Preload

Question 1

What are the Major Determinants of Cardiac Output?

Answer 1

Preload, After Load, Heart Rate and Myocardial Contractility

Question 2

What is the Equation of Cardiac Output?

Answer 2

Cardiac Output = Stroke Volume x Heart Rate

Question 3

What is Heart Failure?

Answer 3

Inability of the heart to maintain normal cardiac output

Question 4

What does a Reduced Cardiac Output result in?

Answer 4

Under filling of the arterial circulation

Question 5

What is Preload?

Answer 5

The volume of blood in the ventricle at the end of diastole (end diastolic pressure)

Question 6

What is Venous Return?

Answer 6

Volume of blood that comes back to the RA per unit time

Question 7

What is the Frank-Starling Mechanism?

Answer 7

An intrinsic cardiac autoregulatory mechanism (reflex)

Question 8

What happens in the Frank-Starling Mechanism?

Answer 8

It ensures that stroke volume changes in proportion to the change in end diastolic volume

Question 9

When does Cardiac Output Vary?

Answer 9

In response to physiological and pathological factors

Question 10

What does the parasympathetic innervation effect in relation to the Major Determinants of Variation?

Answer 10

Decreases Heart Rate which increases Cardiac Output

Question 11

What does the sympathetic innervation effect in relation to the Major Determinants of Variation?

Answer 11

Increases contractility which leads to a increased stroke volume

Question 12

How Is Stroke Volume Regulated?

Answer 12

Mechanical Means: Increased Preload
Neuronal: Increases sympathetic innervation
Hormonal: Increased plasma epinephrine
All = Increased Stroke Volume

Question 13

How do we work out Mean Arterial Pressure?

Answer 13

Mean Arterial Pressure = Cardiac Output x Total Peripheral Resistance

Question 14

What is Starlings Law of the Heart?

Answer 14

The energy of contraction of a cardiac muscle fibre is proportional to the initial fibre length at rest.

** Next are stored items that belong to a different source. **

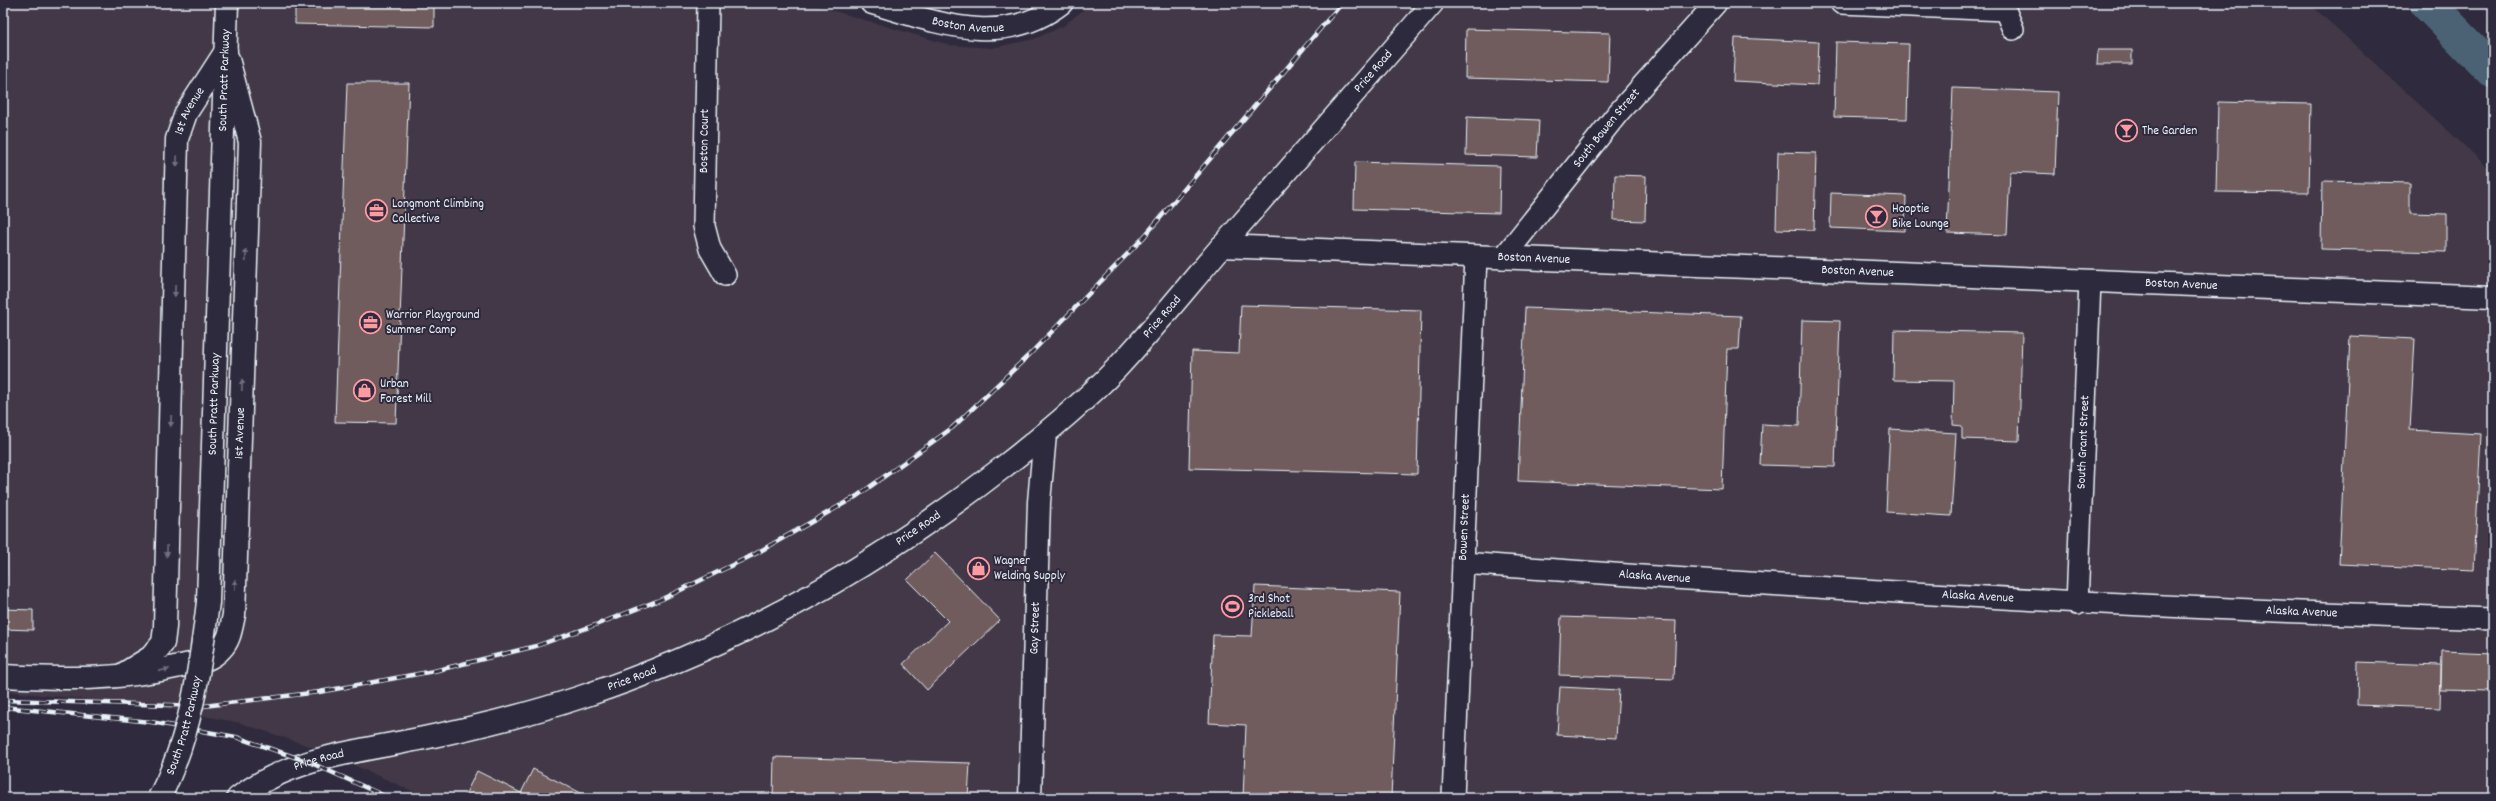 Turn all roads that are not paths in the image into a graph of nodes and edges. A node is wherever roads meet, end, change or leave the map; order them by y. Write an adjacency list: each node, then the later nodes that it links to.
1 (227, 3): 9 (street, South Pratt Parkway)
2 (708, 3): 13 (street, Boston Court)
3 (871, 3): 4 (street, Boston Avenue)
4 (1062, 3)
5 (1433, 3): 10 (street, Price Road)
6 (1716, 3): 12 (street, South Bowen Street)
7 (1841, 3): 8 (street)
8 (2013, 28)
9 (226, 52): 21 (street, 1st Avenue, one-way to 21); 21 (street, 1st Avenue, one-way to 9); 22 (street, South Pratt Parkway, bridge)
10 (1222, 246): 11 (street, Boston Avenue); 16 (street, Price Road)
11 (1476, 257): 12 (street, Boston Avenue); 17 (street, Bowen Street)
12 (1503, 258): 14 (street, Boston Avenue)
13 (725, 275)
14 (2090, 281): 15 (street, Boston Avenue); 18 (street, South Grant Street)
15 (2493, 297)
16 (1044, 434): 23 (street, Price Road); 24 (street, Gay Street)
17 (1463, 563): 18 (street, Alaska Avenue); 25 (street, Bowen Street)
18 (2077, 604): 19 (street, Alaska Avenue)
19 (2493, 619)
20 (3, 676): 21 (street, 1st Avenue)
21 (112, 678)
22 (159, 798)
23 (238, 798)
24 (1030, 798)
25 (1453, 798) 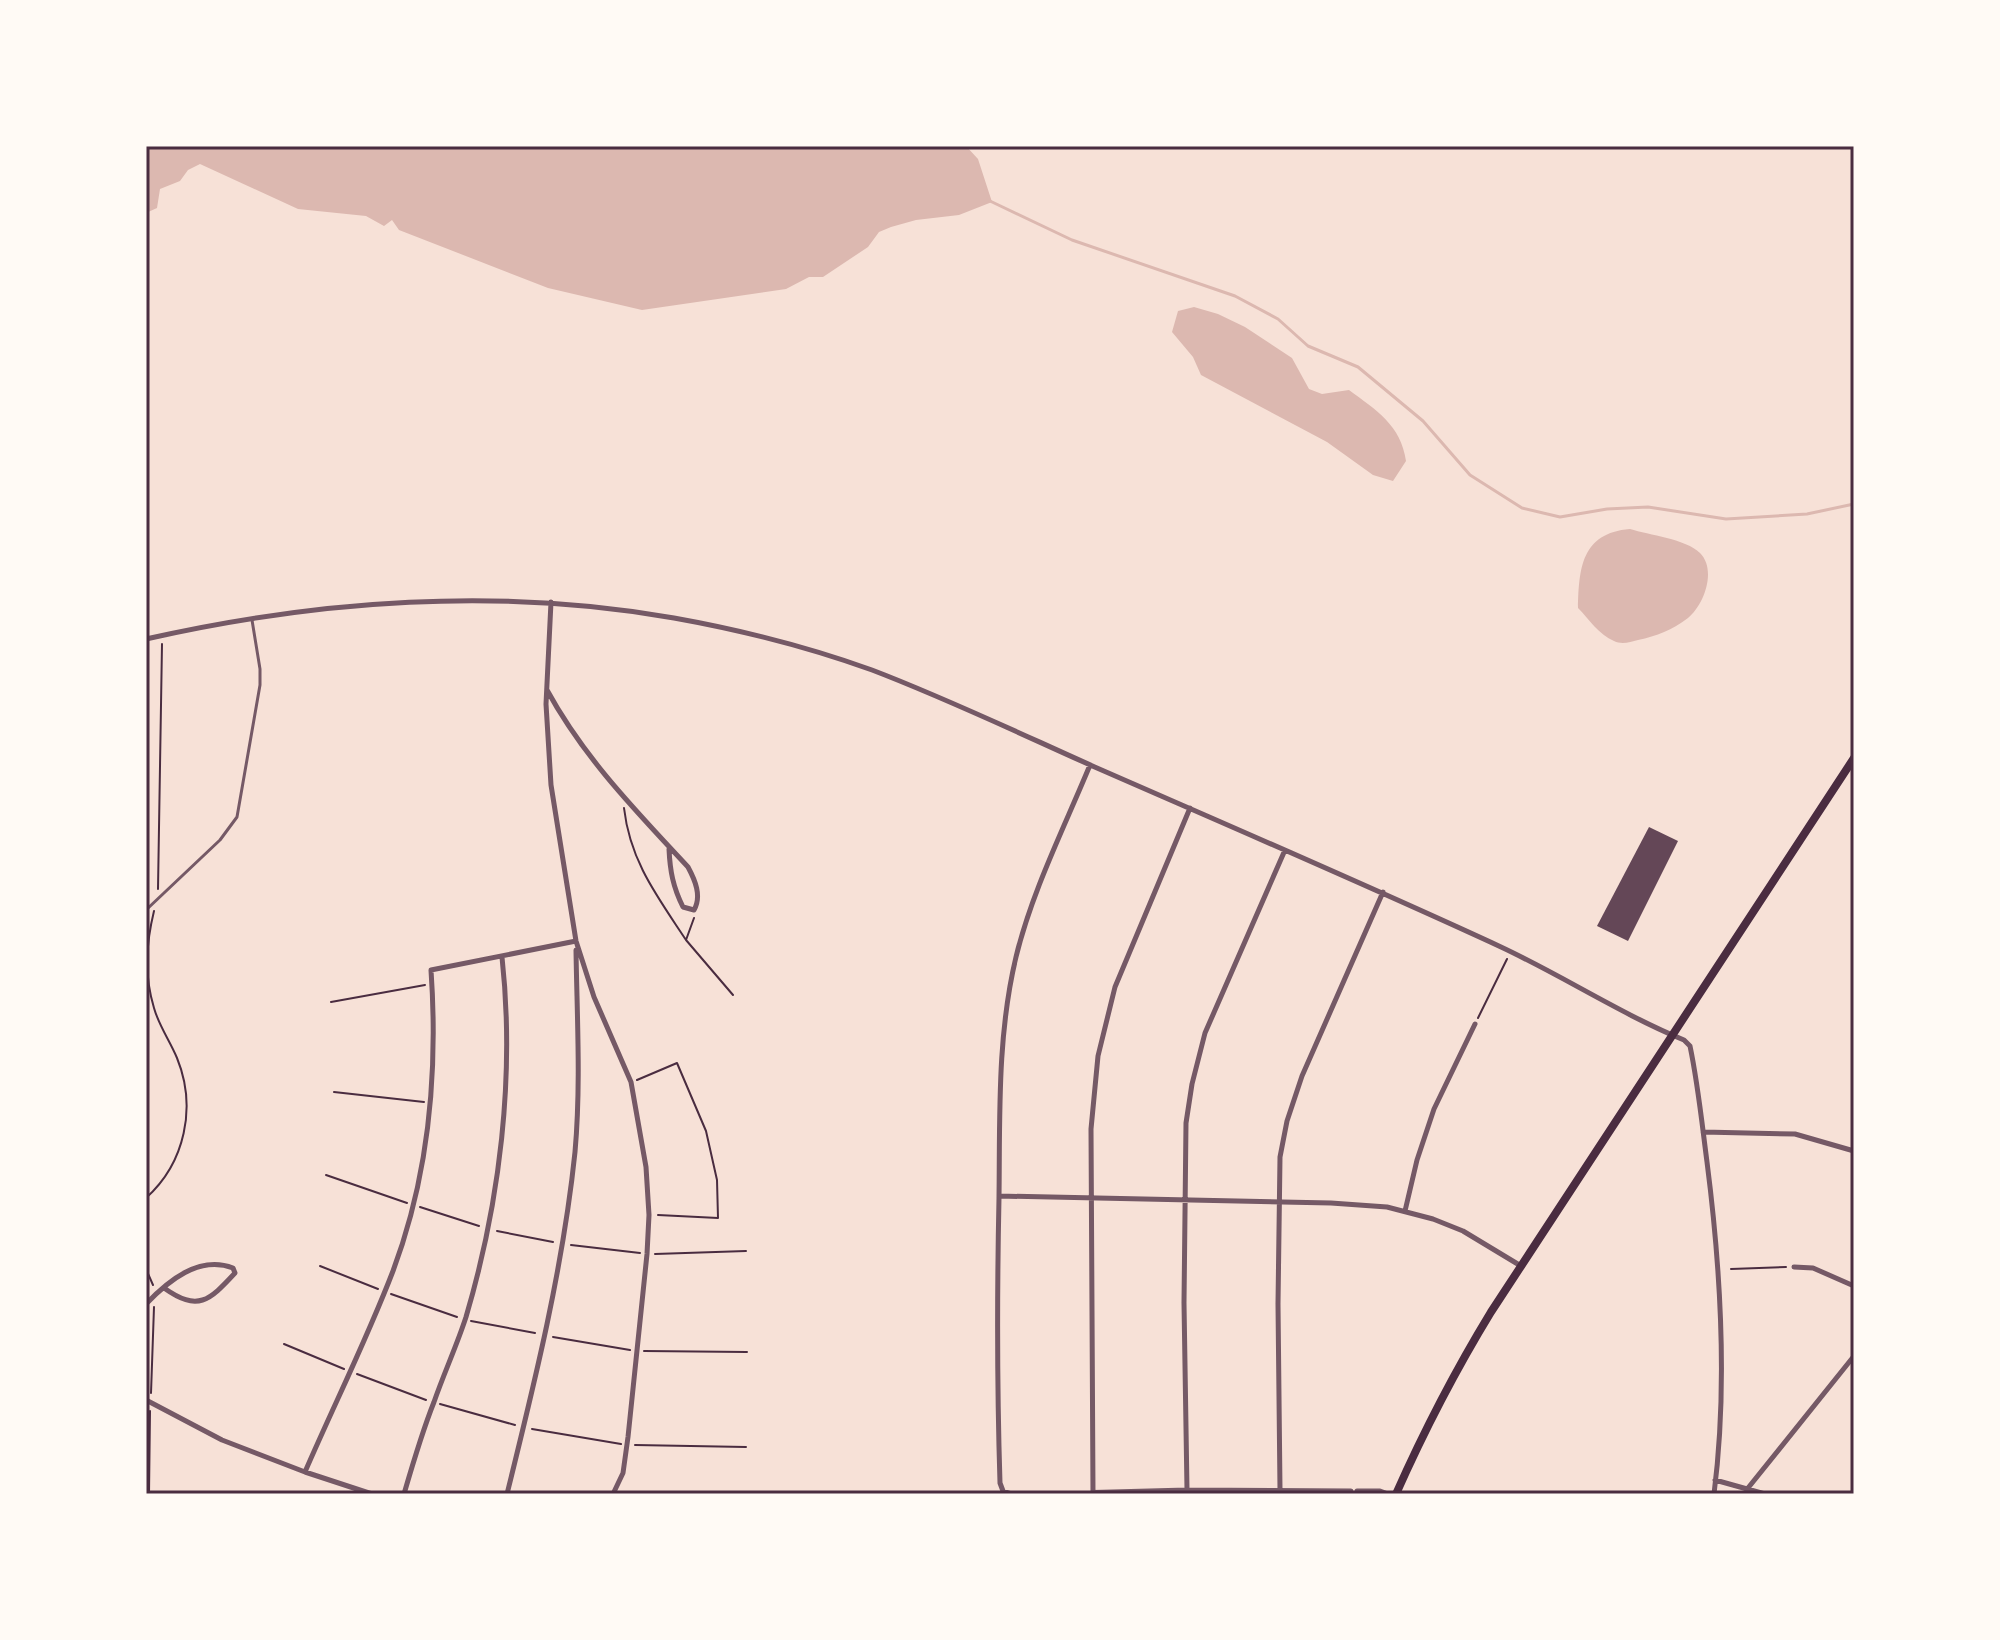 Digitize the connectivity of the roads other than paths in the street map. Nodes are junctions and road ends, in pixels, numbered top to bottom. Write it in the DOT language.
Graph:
graph roads {
  1 [pos="551,602"];
  2 [pos="252,620"];
  3 [pos="146,639"];
  4 [pos="546,690"];
  5 [pos="1854,758"];
  6 [pos="1090,765"];
  7 [pos="1190,808"];
  8 [pos="669,849"];
  9 [pos="1285,850"];
  10 [pos="1383,892"];
  11 [pos="146,910"];
  12 [pos="576,941"];
  13 [pos="502,957"];
  14 [pos="1475,1024"];
  15 [pos="1671,1035"];
  16 [pos="1703,1132"];
  17 [pos="1854,1151"];
  18 [pos="999,1196"];
  19 [pos="1092,1198"];
  20 [pos="1185,1200"];
  21 [pos="1280,1203"];
  22 [pos="1405,1211"];
  23 [pos="1521,1266"];
  24 [pos="1794,1267"];
  25 [pos="1854,1286"];
  26 [pos="164,1288"];
  27 [pos="146,1304"];
  28 [pos="1854,1356"];
  29 [pos="148,1400"];
  30 [pos="305,1472"];
  31 [pos="1715,1480"];
  32 [pos="1748,1488"];
  33 [pos="1187,1490"];
  34 [pos="1280,1490"];
  35 [pos="1093,1493"];
  36 [pos="372,1494"];
  37 [pos="404,1494"];
  38 [pos="507,1494"];
  39 [pos="613,1494"];
  40 [pos="1012,1494"];
  41 [pos="1037,1494"];
  42 [pos="1388,1494"];
  43 [pos="1396,1494"];
  44 [pos="1714,1494"];
  45 [pos="1765,1494"];
  1 -- 2 [label="street"];
  1 -- 4 [label="street"];
  1 -- 6 [label="street"];
  2 -- 3 [label="street"];
  2 -- 11 [label="lane"];
  4 -- 8 [label="street"];
  4 -- 12 [label="street"];
  5 -- 15 [label="main road"];
  6 -- 7 [label="street"];
  6 -- 18 [label="street"];
  7 -- 9 [label="street"];
  7 -- 19 [label="street"];
  8 -- 8 [label="street"];
  9 -- 10 [label="street"];
  9 -- 20 [label="street"];
  10 -- 15 [label="street"];
  10 -- 21 [label="street"];
  12 -- 13 [label="street"];
  12 -- 38 [label="street"];
  12 -- 39 [label="street"];
  13 -- 30 [label="street"];
  13 -- 37 [label="street"];
  14 -- 22 [label="street"];
  15 -- 16 [label="street"];
  15 -- 23 [label="main road"];
  16 -- 17 [label="street"];
  16 -- 31 [label="street"];
  18 -- 19 [label="street"];
  18 -- 40 [label="street"];
  19 -- 20 [label="street"];
  19 -- 35 [label="street"];
  20 -- 21 [label="street"];
  20 -- 33 [label="street"];
  21 -- 22 [label="street"];
  21 -- 34 [label="street"];
  22 -- 23 [label="street"];
  23 -- 43 [label="main road"];
  24 -- 25 [label="street"];
  26 -- 26 [label="street"];
  26 -- 27 [label="street"];
  28 -- 32 [label="street"];
  29 -- 30 [label="street"];
  30 -- 36 [label="street"];
  31 -- 32 [label="street"];
  31 -- 44 [label="street"];
  32 -- 45 [label="street"];
  33 -- 34 [label="street"];
  33 -- 35 [label="street"];
  34 -- 42 [label="street"];
  35 -- 41 [label="street"];
} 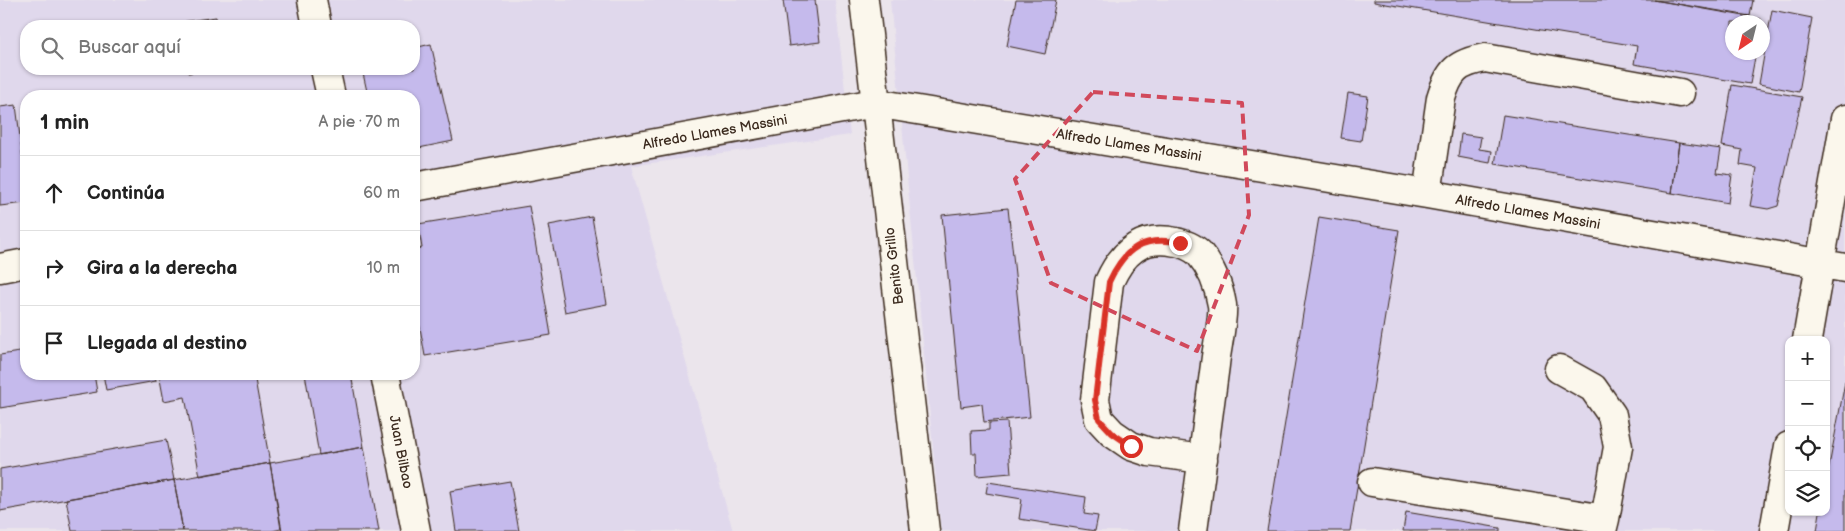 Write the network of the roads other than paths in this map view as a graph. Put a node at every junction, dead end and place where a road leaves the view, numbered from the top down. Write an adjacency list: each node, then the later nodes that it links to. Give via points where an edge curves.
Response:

Ensures that the right ventricular output equals left ventricular output.

Question 15

What Governs Central Venous Pressure? (and therefore preload?)

Answer 15

Volume of blood, distribution of blood, sympathetic nerve activity, gravity and movement

Question 16

What are the Determinants of Preload?

Answer 16

Circulating fluid volume, venous return, venous tone, heart rate, myocardial compliance

Question 17

What does excessive preload cause?

Answer 17

Increased atrial pressure, increased venous pressure , signs of congestion

Question 18

What do baroreceptors detect?

Answer 18

High pressure. Increased/Decreased blood volume causes an increase or decrease in arterial pressure which is sensed by the baroreceptors which either fire more or less depending on whether the arterial pressure has increased or decreased.

Question 19

What do baroreceptors cause?

Answer 19

Higher/Lower sympathetic outflow to arterioles, veins and heart or the depressor reflex (reduce volume and pressure) or the opposite pressor reflex by increasing or decreasing the parasympathetic outflow to the heart

Question 20

What receptors also contribute to CVRS homeostasis?

Answer 20

Atrial Receptors

Question 21

What is the role of Atrial Receptors?

Answer 21

They are low pressure stretch receptors in the walls of the atria that act as volume receptors. Increased blood volume = stimulation of atrial volume receptors

Question 22

What do atrial receptors do when increased blood volume is detected?

Answer 22

Inhibit ADH secretion and sympathetic vasoconstrictor pathways to kidneys leading to diuresis

Question 23

What receptors contribute to restring blood volume following haemorrhage?

Answer 23

Both baroreceptors and atrial volume receptors

Question 24

What are Natriuretic Peptides?

Answer 24

Peptides released into the blood when blood volume in the atria is increased

Question 25

What is the role of Natriuretic Peptides?

Answer 25

Atrial Natriuretic Peptide and Brain NP reduce blood volume by stimulating excretion of salt and water by the kidney. Relax vascular smooth muscle/vasodilation so reduces TPR and inhibits RAAS.